My name is Avily Jerome. I’m a wife, a mother, a writer, and an editor.
I’ve been writing stories for about as long as I can remember. My favorite course in college was a creative writing elective. I always enjoyed writing stories, and I have a huge folder of stories and pieces of stories that I started dating back to high school. I never really did much with them, though, until about eight years ago when I decided to see if anyone besides my mom was interested in reading my writing.
So, I finished my first full-length manuscript, a historical romance, and submitted it to agents and publishers.
And I got rejected.
The form letters rolled in and kept rolling in.
I can’t tell you how many tears I shed as yet another hope was squashed beneath the heel of some faceless entity with whom I had shared my very soul. And the most frustrating thing was, I had no idea why no one was interested. Why couldn’t I get anyone to look at my work? I knew I was doing something wrong, but I couldn’t fix it when I had no idea what “it” was.
Then, one day, a kind and benevolent agent rejected me in the nicest possible way. With a personal note. He told me I had some elements of good writing craft, but others begged for fine tuning.
And I said to myself, “What in the world is writing craft?”
The rest, as they cliché, was history. I started attending writing groups, finding critique partners, attending conferences, and really studying the art and science of writing craft.

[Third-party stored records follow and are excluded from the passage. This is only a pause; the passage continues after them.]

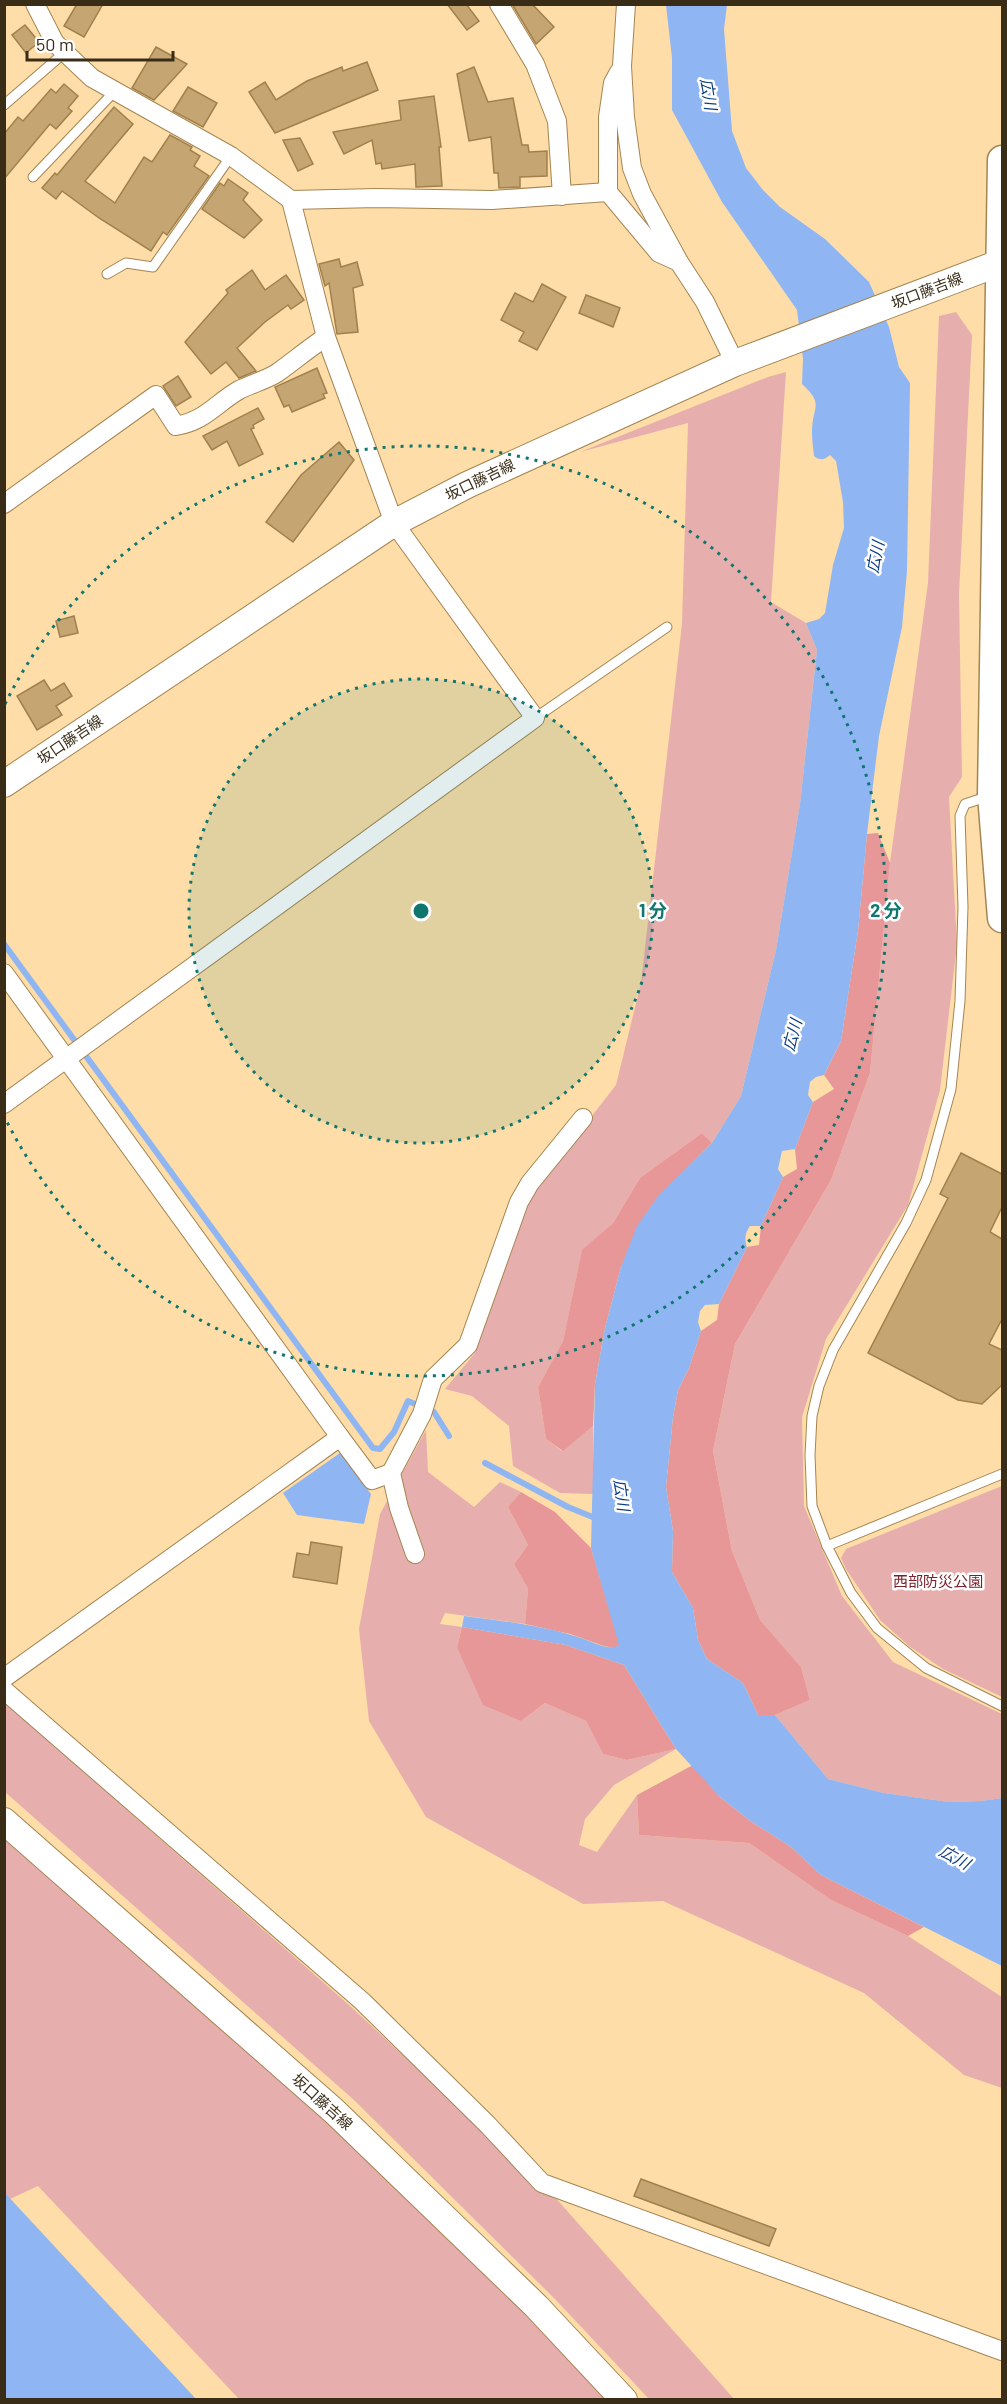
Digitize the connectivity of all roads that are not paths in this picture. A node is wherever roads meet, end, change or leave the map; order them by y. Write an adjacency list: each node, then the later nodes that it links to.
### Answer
1 (499, 4): 12 (street)
2 (626, 4): 5 (street)
3 (38, 6): 4 (street)
4 (64, 53): 6 (street); 7 (lane)
5 (622, 66): 11 (street); 14 (street)
6 (114, 92): 8 (street); 10 (lane)
7 (4, 105)
8 (231, 156): 13 (street); 16 (lane)
9 (1002, 160): 15 (main road)
10 (33, 177)
11 (608, 192): 12 (street); 14 (street)
12 (562, 196): 13 (street)
13 (291, 200): 17 (street)
14 (679, 261): 18 (street)
15 (1001, 262): 18 (main road, 坂口藤吉線); 24 (main road)
16 (107, 274)
17 (326, 337): 19 (street); 20 (street)
18 (741, 361): 20 (main road, 坂口藤吉線)
19 (4, 504)
20 (394, 523): 22 (street); 23 (main road, 坂口藤吉線)
21 (667, 627): 22 (lane)
22 (535, 718): 27 (street)
23 (4, 784)
24 (992, 795): 25 (main road); 33 (lane)
25 (1002, 918)
26 (4, 973): 27 (street)
27 (69, 1057): 28 (street); 30 (street)
28 (4, 1104)
29 (583, 1118): 31 (street)
30 (340, 1437): 31 (street); 35 (street)
31 (391, 1473): 34 (street)
32 (1002, 1474): 33 (lane)
33 (827, 1546): 37 (lane)
34 (415, 1554)
35 (4, 1678)
36 (4, 1690): 39 (street)
37 (1002, 1706)
38 (4, 1821): 40 (main road, 坂口藤吉線)
39 (1002, 2351)
40 (624, 2400)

About five years ago, I hired my first editor to do a manuscript review of my novel, and I learned a lot from the process. Then, three years ago, I joined Splickety Publishing Group. At the time, SPG only had one flash fiction magazine imprint, and I ran the blog. A year later, SPG launched two new lines, Havok, a speculative flash fiction magazine, and Splickety Love, a romance flash fiction magazine. I applied (see: begged) for the position of editor of Havok and I got it. Since then, I have had the opportunity to learn how to produce a magazine from start to finish and have interned under some of the finest authors and editors in the business.
I have had multiple short stories published, in various ezines and anthologies, both print and digital. I recently published a short story collection, The Heir, (available on my Books and More page and on Amazon). I regularly judge writing contests, both for short stories and for novels. I teach at writers’ conferences and for writers’ groups.

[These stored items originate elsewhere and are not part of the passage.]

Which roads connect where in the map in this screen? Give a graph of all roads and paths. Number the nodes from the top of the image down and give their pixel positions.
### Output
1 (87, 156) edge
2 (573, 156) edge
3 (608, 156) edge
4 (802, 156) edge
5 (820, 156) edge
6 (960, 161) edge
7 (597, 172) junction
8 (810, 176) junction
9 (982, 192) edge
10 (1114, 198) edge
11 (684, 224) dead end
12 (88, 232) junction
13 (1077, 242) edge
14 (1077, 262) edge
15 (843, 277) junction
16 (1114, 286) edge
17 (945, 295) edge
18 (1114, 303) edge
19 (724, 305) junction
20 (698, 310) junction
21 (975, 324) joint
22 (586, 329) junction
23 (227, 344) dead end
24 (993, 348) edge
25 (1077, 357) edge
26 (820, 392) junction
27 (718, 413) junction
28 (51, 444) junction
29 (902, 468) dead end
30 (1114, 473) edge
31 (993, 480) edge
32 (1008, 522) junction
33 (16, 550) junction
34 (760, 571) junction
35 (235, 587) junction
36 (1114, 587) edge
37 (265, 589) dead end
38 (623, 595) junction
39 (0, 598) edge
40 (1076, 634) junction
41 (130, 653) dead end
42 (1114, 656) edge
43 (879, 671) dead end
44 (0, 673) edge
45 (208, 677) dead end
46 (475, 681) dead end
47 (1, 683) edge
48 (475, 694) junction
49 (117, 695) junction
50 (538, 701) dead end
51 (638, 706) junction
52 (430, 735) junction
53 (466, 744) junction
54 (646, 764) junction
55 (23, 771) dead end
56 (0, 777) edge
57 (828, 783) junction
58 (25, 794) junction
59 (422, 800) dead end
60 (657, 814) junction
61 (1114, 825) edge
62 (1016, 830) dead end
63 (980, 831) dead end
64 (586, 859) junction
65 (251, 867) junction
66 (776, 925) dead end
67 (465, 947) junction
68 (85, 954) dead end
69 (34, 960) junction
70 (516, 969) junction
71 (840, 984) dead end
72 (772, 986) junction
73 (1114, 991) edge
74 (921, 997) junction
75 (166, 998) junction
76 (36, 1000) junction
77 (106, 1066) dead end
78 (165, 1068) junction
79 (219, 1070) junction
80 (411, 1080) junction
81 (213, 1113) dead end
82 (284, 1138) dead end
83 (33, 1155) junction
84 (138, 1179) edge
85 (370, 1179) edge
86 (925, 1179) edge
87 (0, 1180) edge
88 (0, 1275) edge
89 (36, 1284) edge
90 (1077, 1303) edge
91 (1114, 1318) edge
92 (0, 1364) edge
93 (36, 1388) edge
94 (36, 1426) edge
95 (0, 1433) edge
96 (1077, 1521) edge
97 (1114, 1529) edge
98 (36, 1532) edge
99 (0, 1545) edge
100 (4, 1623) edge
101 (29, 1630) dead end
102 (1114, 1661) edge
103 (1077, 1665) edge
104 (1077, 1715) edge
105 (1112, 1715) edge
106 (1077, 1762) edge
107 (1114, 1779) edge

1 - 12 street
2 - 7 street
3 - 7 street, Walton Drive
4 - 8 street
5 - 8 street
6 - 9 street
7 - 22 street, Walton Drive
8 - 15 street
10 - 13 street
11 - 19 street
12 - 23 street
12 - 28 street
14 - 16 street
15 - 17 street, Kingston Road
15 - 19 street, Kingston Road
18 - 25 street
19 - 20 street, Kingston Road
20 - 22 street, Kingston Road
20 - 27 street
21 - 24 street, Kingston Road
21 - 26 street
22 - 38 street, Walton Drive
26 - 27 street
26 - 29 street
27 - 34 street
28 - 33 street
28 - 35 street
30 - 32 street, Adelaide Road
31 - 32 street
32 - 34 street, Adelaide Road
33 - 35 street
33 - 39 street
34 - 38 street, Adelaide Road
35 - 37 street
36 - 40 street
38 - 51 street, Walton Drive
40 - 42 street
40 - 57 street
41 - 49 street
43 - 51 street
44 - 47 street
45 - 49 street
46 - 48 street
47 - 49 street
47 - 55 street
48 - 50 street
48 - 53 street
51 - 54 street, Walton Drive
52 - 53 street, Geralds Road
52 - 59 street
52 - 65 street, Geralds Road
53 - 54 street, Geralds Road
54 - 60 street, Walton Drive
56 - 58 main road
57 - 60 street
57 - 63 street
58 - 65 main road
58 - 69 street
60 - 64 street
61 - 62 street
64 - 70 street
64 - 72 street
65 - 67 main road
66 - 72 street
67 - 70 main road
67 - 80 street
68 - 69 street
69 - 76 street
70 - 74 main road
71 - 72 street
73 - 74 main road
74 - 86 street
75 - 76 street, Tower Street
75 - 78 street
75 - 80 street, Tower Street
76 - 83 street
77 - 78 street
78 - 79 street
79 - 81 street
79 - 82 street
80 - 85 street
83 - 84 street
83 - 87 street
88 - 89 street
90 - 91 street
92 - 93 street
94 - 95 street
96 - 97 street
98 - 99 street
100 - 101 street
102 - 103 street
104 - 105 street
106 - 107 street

Which brings us to today, and the official launching of this website. As I pursue my own writing goals, I also want to help others who are where I was eight years ago, wondering “what in the world is writing craft?” Through my work with Havok and my own personal interactions both online and in person, I have developed a love for finding what’s missing in a story and teaching newer authors some of what I’ve learned.
One part of that will be posting regular articles on the basics of writing craft. I’m also developing a series of ebooks about writing craft. My first book, a Handy Handbook of Common Homonyms, will be available on Amazon soon. Or, if you sign up for my newsletter, I’ll send you a copy of Common Homonyms for FREE!
Stay tuned for my next post, in which I’ll tell you all about what I can do for you!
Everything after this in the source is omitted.